The interplay of topology and antiferromagnetic order in two-dimensional van der Waals crystals of (Ni x Fe1−x )2P2S6

Abstract

The Mermin–Wagner theorem forbids spontaneous symmetry breaking of spins in one/two-dimensional (2D) systems at a finite temperature and rules out the stabilization of this ordered state. However, it does not apply to all types of phase transitions in low dimensions, such as the topologically ordered phase rigorously shown by Berezinskii–Kosterlitz–Thouless (BKT) and experimentally realized in very limited systems such as superfluids and superconducting thin films. Quasi-2D van der Waals magnets provide an ideal platform to investigate the fundamentals of low-dimensional magnetism. We explored the quasi-2D honeycomb antiferromagnetic single crystals of (Ni x Fe1−x )2P2S6 (x = 1, 0.7, 0.5, 0.3, and 0) using in-depth temperature-dependent Raman measurements supported by first-principles calculations of the phonon frequencies. Quite surprisingly, we observed renormalization of the phonon modes much below the long-range magnetic ordered temperature attributed to the topological ordered state, namely the BKT phase, which is also found to change as a function of doping.
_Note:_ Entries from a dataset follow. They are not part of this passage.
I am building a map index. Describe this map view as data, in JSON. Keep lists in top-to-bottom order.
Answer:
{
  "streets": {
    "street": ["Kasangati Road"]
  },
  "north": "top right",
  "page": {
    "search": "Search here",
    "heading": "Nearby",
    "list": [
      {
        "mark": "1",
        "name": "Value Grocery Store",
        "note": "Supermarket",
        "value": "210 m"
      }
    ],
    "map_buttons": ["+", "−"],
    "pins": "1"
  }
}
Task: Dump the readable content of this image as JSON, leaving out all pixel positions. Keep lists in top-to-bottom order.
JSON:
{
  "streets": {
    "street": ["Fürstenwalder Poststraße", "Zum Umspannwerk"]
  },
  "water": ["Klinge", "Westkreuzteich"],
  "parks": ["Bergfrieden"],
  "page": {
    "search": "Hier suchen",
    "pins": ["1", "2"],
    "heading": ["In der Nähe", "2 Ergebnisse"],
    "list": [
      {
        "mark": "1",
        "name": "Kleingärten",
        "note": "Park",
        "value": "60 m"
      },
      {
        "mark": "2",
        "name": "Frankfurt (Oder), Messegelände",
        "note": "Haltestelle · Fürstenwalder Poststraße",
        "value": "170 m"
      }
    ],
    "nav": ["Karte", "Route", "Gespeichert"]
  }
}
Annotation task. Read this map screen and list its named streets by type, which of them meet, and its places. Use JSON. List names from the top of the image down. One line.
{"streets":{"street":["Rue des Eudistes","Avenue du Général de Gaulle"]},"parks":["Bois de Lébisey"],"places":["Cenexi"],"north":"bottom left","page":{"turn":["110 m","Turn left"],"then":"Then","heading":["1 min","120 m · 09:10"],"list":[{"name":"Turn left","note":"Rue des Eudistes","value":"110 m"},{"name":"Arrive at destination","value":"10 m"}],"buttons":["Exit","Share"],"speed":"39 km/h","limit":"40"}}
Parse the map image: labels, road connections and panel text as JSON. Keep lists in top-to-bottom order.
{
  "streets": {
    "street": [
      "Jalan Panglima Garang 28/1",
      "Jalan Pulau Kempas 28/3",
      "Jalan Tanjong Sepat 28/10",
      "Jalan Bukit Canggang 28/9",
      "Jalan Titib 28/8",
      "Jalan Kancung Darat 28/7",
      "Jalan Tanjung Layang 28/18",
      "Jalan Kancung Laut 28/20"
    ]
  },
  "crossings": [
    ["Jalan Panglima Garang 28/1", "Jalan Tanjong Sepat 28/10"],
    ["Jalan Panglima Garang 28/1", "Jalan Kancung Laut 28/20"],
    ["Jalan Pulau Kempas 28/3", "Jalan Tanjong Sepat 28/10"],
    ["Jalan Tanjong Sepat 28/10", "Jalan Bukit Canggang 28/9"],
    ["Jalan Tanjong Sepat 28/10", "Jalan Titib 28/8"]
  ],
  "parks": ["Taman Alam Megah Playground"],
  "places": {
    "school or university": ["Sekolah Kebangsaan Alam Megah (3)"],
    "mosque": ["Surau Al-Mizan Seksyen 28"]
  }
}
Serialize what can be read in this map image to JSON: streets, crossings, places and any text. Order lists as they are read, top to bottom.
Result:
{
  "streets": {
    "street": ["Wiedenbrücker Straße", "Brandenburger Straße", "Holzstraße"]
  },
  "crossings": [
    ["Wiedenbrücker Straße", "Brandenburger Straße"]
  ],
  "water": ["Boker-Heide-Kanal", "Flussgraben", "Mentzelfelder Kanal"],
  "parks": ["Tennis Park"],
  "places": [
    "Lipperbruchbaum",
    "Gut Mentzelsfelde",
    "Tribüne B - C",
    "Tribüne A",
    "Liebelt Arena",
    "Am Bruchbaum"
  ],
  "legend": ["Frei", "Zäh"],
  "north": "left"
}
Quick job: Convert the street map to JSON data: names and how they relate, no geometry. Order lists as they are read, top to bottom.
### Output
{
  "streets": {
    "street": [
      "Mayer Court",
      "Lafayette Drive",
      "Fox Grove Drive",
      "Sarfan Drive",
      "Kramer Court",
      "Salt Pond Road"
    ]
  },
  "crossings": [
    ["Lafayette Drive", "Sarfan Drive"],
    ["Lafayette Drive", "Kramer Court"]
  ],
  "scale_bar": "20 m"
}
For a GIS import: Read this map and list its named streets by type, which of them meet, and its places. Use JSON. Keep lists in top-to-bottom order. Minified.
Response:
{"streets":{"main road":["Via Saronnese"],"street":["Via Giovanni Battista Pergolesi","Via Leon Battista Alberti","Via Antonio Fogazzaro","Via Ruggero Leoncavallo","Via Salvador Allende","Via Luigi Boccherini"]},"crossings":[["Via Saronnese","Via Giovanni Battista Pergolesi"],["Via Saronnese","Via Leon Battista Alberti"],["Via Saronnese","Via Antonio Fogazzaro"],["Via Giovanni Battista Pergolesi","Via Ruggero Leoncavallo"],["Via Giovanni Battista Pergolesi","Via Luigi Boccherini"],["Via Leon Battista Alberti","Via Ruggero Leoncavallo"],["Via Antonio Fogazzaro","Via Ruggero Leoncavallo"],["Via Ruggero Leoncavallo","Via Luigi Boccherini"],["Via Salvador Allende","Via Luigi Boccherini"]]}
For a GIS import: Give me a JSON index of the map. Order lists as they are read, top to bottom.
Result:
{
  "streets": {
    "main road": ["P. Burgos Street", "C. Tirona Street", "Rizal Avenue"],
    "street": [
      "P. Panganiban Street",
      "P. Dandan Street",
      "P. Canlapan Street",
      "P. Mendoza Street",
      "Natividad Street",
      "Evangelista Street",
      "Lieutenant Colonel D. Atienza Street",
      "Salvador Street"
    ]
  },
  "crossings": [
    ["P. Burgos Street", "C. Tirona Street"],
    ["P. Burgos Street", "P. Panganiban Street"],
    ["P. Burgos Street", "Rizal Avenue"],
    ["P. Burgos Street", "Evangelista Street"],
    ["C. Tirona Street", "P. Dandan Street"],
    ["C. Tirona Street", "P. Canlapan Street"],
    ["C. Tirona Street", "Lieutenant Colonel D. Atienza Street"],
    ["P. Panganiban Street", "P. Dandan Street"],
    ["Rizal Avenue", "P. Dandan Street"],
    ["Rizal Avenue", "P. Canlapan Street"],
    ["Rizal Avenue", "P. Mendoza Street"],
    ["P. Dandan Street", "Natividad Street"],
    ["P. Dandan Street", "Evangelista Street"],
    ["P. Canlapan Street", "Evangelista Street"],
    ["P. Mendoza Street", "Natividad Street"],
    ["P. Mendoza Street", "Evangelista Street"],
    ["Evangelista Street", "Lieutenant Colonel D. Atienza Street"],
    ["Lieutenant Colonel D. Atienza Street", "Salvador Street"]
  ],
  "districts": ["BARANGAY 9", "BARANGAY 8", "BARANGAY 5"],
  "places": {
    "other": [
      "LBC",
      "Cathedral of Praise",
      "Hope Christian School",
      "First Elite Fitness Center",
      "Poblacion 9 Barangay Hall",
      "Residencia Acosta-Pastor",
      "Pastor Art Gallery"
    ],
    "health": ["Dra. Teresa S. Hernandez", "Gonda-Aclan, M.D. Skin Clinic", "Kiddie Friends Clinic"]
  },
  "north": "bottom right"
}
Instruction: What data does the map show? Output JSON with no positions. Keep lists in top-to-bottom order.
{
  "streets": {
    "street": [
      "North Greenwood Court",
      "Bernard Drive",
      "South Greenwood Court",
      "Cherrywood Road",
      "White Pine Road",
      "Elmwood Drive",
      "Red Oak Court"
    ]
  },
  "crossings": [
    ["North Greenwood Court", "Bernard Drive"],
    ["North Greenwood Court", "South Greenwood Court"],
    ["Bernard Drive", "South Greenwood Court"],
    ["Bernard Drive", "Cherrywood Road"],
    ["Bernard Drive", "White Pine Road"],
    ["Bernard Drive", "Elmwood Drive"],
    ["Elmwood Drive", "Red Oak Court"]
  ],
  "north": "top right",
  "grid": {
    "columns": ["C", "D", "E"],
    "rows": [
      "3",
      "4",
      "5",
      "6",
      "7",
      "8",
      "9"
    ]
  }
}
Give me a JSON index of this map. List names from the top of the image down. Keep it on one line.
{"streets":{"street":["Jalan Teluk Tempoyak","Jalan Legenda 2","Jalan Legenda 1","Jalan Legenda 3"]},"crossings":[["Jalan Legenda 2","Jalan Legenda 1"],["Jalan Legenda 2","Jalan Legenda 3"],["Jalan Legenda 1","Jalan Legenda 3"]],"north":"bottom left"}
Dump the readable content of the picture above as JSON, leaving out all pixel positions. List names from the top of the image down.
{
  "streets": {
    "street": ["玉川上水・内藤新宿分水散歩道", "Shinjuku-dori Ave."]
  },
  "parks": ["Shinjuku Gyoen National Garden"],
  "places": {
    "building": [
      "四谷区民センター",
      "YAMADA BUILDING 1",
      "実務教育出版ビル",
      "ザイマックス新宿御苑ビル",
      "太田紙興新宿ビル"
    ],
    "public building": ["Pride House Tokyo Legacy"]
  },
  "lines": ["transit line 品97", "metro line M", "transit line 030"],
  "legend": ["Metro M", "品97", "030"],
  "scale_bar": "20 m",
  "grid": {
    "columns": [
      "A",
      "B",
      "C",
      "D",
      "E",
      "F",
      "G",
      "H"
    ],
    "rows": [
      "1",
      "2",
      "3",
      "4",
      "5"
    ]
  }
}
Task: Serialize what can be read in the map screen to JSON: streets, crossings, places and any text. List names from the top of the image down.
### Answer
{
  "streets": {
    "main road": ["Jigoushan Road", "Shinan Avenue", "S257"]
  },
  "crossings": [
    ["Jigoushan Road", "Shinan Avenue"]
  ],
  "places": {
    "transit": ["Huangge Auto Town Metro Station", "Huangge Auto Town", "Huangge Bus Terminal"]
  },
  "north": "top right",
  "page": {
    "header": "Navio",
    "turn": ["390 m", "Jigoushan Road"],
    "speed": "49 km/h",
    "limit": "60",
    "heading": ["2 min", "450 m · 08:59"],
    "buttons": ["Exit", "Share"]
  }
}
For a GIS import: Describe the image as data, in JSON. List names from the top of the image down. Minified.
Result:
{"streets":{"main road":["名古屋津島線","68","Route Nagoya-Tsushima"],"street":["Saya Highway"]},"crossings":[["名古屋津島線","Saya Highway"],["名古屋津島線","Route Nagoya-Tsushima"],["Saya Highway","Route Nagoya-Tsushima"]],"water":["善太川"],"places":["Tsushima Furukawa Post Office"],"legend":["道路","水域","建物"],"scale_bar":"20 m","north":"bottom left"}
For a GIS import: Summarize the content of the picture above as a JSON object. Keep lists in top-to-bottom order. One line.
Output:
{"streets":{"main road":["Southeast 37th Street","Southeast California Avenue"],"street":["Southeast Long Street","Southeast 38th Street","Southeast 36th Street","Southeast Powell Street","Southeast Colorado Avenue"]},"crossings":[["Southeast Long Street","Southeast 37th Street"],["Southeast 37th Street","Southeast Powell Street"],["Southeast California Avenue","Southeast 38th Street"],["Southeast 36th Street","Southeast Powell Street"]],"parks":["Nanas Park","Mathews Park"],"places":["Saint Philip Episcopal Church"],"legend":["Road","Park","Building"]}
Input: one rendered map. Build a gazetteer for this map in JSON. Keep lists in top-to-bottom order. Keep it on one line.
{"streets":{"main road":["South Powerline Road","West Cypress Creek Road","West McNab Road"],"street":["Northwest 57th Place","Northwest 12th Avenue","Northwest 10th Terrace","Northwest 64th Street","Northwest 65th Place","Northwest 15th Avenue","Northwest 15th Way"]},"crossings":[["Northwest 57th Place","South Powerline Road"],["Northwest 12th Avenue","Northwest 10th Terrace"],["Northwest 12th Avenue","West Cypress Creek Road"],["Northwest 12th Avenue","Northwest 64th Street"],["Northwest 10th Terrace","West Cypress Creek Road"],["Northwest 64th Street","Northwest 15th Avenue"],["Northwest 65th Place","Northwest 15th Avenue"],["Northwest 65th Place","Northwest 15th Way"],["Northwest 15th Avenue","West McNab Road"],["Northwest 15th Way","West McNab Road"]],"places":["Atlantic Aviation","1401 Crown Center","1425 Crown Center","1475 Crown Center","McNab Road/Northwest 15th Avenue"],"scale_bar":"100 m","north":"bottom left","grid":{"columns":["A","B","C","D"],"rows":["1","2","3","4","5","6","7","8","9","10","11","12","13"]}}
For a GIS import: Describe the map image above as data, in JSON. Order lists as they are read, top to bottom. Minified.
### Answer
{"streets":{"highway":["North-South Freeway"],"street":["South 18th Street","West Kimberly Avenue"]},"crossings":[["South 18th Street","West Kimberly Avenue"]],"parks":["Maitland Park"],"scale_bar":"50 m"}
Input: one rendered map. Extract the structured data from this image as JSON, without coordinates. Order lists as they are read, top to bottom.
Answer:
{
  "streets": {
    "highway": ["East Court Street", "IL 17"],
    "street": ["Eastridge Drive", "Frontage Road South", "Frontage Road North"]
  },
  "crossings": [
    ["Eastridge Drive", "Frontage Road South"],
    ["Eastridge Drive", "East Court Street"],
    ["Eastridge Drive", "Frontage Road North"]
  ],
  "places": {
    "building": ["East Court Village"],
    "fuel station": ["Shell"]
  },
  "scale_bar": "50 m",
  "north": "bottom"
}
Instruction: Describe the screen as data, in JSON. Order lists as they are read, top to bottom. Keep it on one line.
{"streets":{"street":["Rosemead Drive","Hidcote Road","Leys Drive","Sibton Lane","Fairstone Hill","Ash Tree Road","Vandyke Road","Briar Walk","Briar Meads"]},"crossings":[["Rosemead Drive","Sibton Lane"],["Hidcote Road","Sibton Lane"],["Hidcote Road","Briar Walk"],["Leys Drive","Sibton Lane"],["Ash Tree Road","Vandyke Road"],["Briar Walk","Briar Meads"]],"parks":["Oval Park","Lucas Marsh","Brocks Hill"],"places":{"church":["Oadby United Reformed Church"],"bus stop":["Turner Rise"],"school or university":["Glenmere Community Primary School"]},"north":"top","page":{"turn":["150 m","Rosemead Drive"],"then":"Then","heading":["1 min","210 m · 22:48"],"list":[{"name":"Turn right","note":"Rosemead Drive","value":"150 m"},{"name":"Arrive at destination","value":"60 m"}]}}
The extracted critical exponent of the order-parameter (spin–spin correlation length, ξ(T) ) evinces the signature of a topologically active state driven by vortex–antivortex excitations. As a function of doping, a tunable transition from paramagnetic to antiferromagnetic ordering is shown via phonons reflected in the strong renormalization of the self-energy parameters of the Raman active phonon modes. The extracted exchange parameter (J) is found to vary by ∼100% by increasing the value of doping, ranging from ∼6 meV (for x = 0.3) to 13 meV (for x = 1).